All the memories of our early Christmases suddenly came flooding back into my mind. The very first Santa gift we got her when she was only a few months old was a Christmas onesie -- and we got three of those. She had an older cousin and a younger one. They were all born only a few months apart, so we wanted to give gifts that matched. The coordination with other parents just makes the magic even more real! Plus, they looked absolutely adorable that year.

For the last 8 years, it was a concerted effort between the three families with little children. The gifts had to be of similar values -- one can’t get a bike while the other gets a set of pencils. None too extravagant or expensive. So we always discussed presents weeks before Christmas.

Then, we migrated to another country when my daughter was 3, so it posed even more challenges. She was in constant communication with her cousins. There were Christmases spent in different countries and Christmases spent together -- every time, Santa’s magic proved itself when the gift for my daughter appeared wherever we were for the holidays.

Orchestrating a coordinated Santa story over the years was difficult, but the magic of all those Christmas mornings was always worth it. Those tiny feet running towards the Christmas tree, wading through all the gifts to find the ones from Santa gave both the kids and the parents such joy. But now it has come to its end.

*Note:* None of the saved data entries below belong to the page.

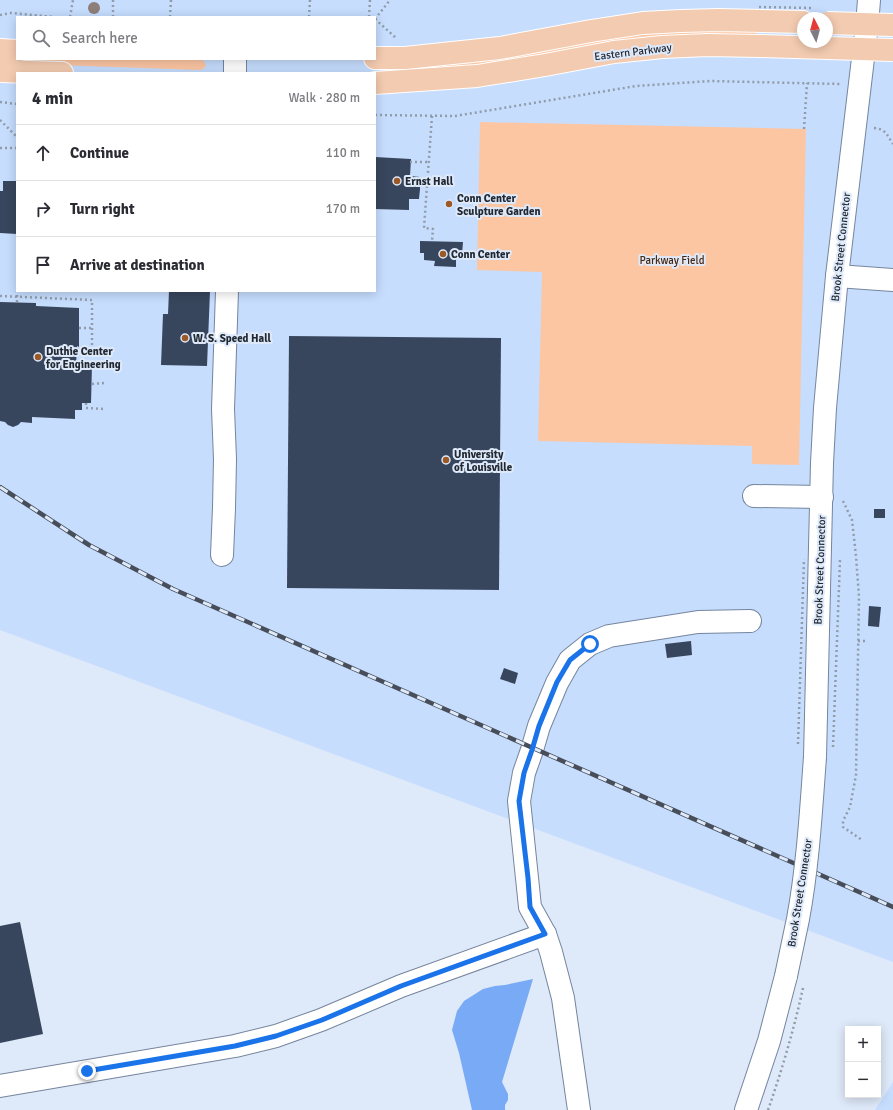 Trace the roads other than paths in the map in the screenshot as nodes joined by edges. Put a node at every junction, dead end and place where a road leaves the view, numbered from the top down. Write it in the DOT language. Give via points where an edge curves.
graph roads {
  1 [pos="869,0"];
  2 [pos="797,22"];
  3 [pos="833,23"];
  4 [pos="867,24"];
  5 [pos="893,25"];
  6 [pos="0,50"];
  7 [pos="893,50"];
  8 [pos="16,51"];
  9 [pos="376,58"];
  10 [pos="235,60"];
  11 [pos="0,71"];
  12 [pos="31,72"];
  13 [pos="235,72"];
  14 [pos="376,83"];
  15 [pos="838,276"];
  16 [pos="893,280"];
  17 [pos="227,292"];
  18 [pos="754,496"];
  19 [pos="831,497"];
  20 [pos="222,555"];
  21 [pos="750,621"];
  22 [pos="545,934"];
  23 [pos="0,1086"];
  24 [pos="579,1110"];
  25 [pos="746,1110"];
  1 -- 4 [label="street, Brook Street Connector"];
  2 -- 9 [label="main road" via="719,20 644,23 500,48 405,58"];
  3 -- 5 [label="main road, bridge"];
  4 -- 5 [label="street"];
  4 -- 15 [label="street, Brook Street Connector"];
  6 -- 8 [label="main road"];
  7 -- 14 [label="main road, Eastern Parkway, bridge" via="708,45 655,48 614,52 477,76"];
  10 -- 13 [label="street"];
  11 -- 12 [label="main road"];
  15 -- 16 [label="street"];
  15 -- 19 [label="street, Brook Street Connector" via="822,463"];
  17 -- 20 [label="street"];
  18 -- 19 [label="street"];
  19 -- 25 [label="street, Brook Street Connector, bridge" via="812,554 814,757 806,861 786,976 767,1047"];
  21 -- 22 [label="street" via="698,622 609,636 590,644 570,660 557,682 539,726 524,773 519,801 530,907"];
  22 -- 23 [label="street" via="401,986 322,1020 276,1036 235,1046"];
  22 -- 24 [label="street" via="563,998"];
} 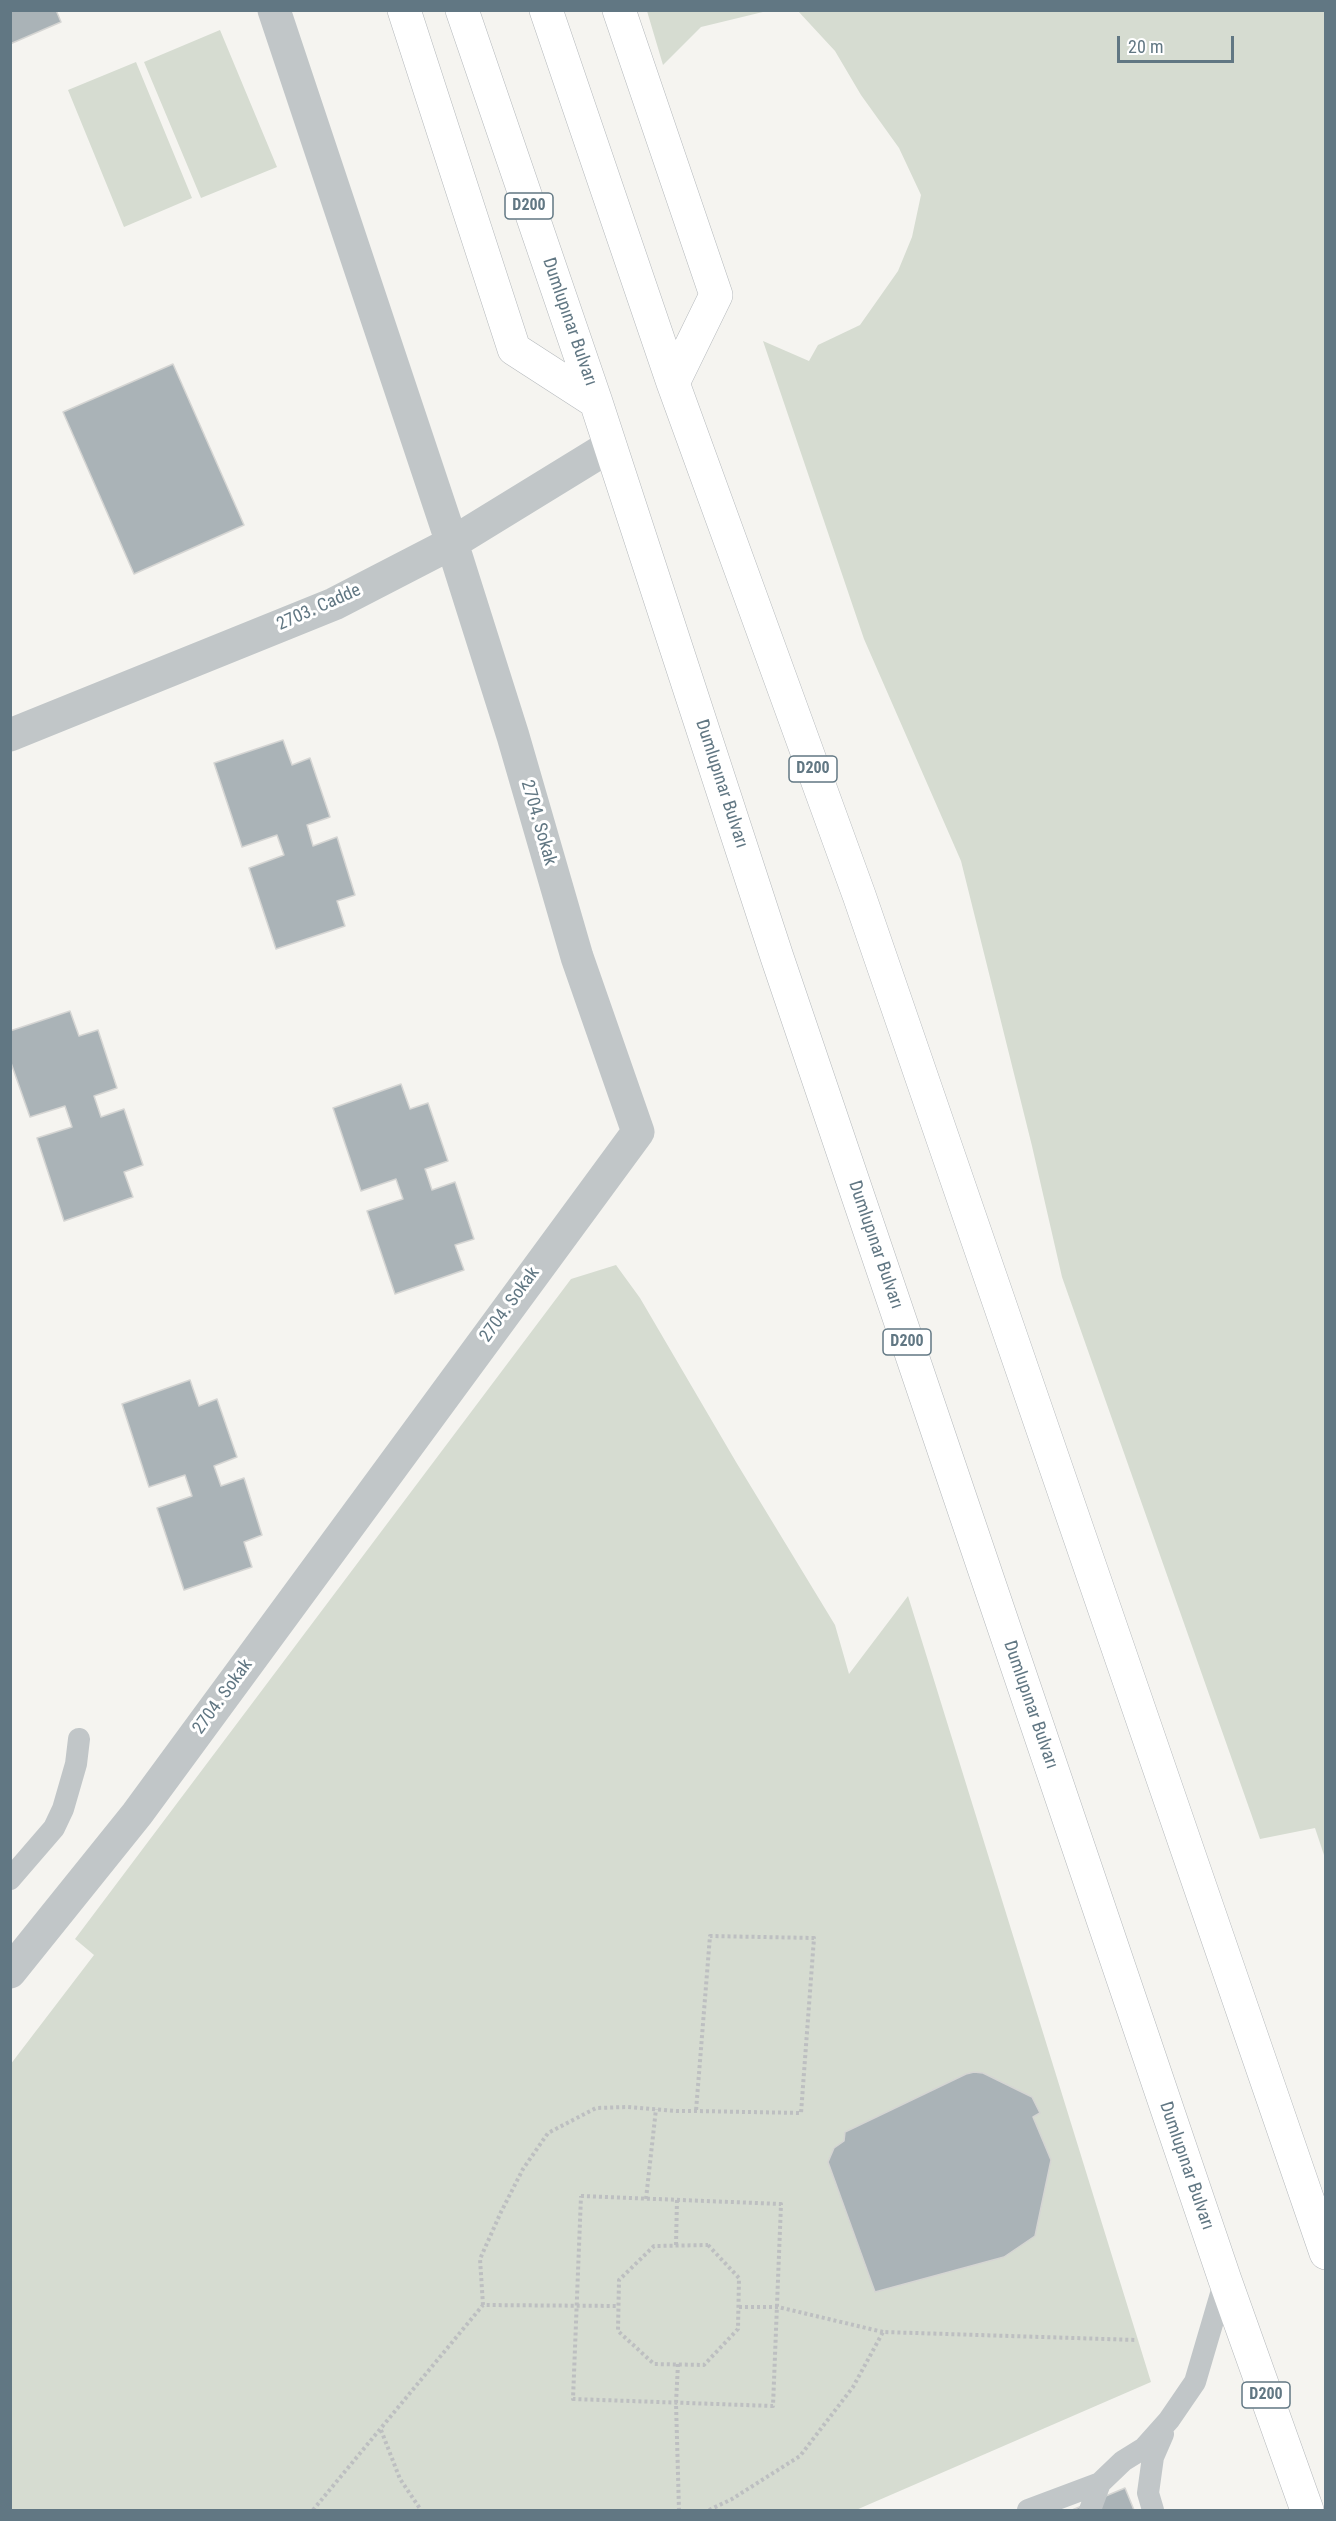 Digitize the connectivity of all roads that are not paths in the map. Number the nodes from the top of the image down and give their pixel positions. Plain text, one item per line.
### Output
1 (274, 10) edge
2 (404, 10) edge
3 (462, 10) edge
4 (546, 10) edge
5 (619, 10) edge
6 (673, 383) junction
7 (596, 402) junction
8 (610, 446) junction
9 (452, 543) junction
10 (10, 735) edge
11 (79, 1739) dead end
12 (10, 1879) edge
13 (10, 1972) edge
14 (1305, 2192) junction
15 (1326, 2228) edge
16 (1326, 2253) edge
17 (1224, 2280) junction
18 (1168, 2421) junction
19 (1100, 2483) junction
20 (1028, 2511) edge
21 (1090, 2511) edge
22 (1153, 2511) edge
23 (1307, 2511) edge

1 - 9 street
2 - 7 highway
3 - 7 highway, Dumlupınar Bulvarı / D200
4 - 6 highway, D200
5 - 6 highway
6 - 14 highway, D200
7 - 8 highway, Dumlupınar Bulvarı / D200
8 - 9 street, 2703. Cadde
8 - 17 highway, Dumlupınar Bulvarı / D200
9 - 10 street, 2703. Cadde
9 - 13 street, 2704. Sokak
11 - 12 lane
14 - 15 street
14 - 16 highway, D200
17 - 18 lane
17 - 23 highway, Dumlupınar Bulvarı / D200
18 - 19 lane
18 - 22 lane
19 - 20 lane
19 - 21 lane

I was jolted back to the present with my daughter still waiting for my reply. I had to come up with an answer fast. I really wasn’t ready for it. I knew this day would come, but I didn’t think it would be now -- so close to Christmas and her letter to the jolly guy in red already posted (via a mall mailbox!). She was just on a call with her best friend. Her friend was telling her that the birth of Jesus is what Christmas is about and not Santa -- plus, he’s not even real.

“He is.” I tell her. “He’s real but not in the way that you think.” I started.

Framing the Truth

Thus I began by telling her who Santa really is. He’s not the big guy in red she sees at the mall often. That idealized version of Santa Claus is more similar to Coca Cola’s version. The soda company commissioned illustrator Haddon Sundblom to paint their Christmas ad in 1931. That gave Santa the modern-day look -- with rosy cheeks, a white beard, and twinkling eyes. It was inspired by the 1822 poem by Clement Clark Moore called “A Visit from St. Nicholas” or more popularly known as “The Night Before Christmas”

Saint Nicholas was a real person who lived a long long time ago. He lived during the Roman empire, from the late third century to the fourth century. He was named bishop of Myra, a small Roman town now known as Turkey. He was a fierce fighter for his faith, a protector of people, and was revered for his many miracles.

He became the patron saint of children following a tale that he saved three young girls from a devious fate by secretly delivering bags of gold so their indebted father could afford their dowries. The modern-day attire of Kris Kringle has similarities with the traditional red miter and cloak of a bishop.

“So, who is Santa now? If he’s sooo old, he’s probably dead, right?” She asks as her quest for the truth continues.

“He is the spirit of Christmas representing kindness and selflessness -- he’s just as magical today as he was yesterday. He is a living tradition. One that people from all over the world choose to keep alive.”

“So he’s like my imagination and not real?” Her inquisitiveness sometimes breaks me but we trudge on.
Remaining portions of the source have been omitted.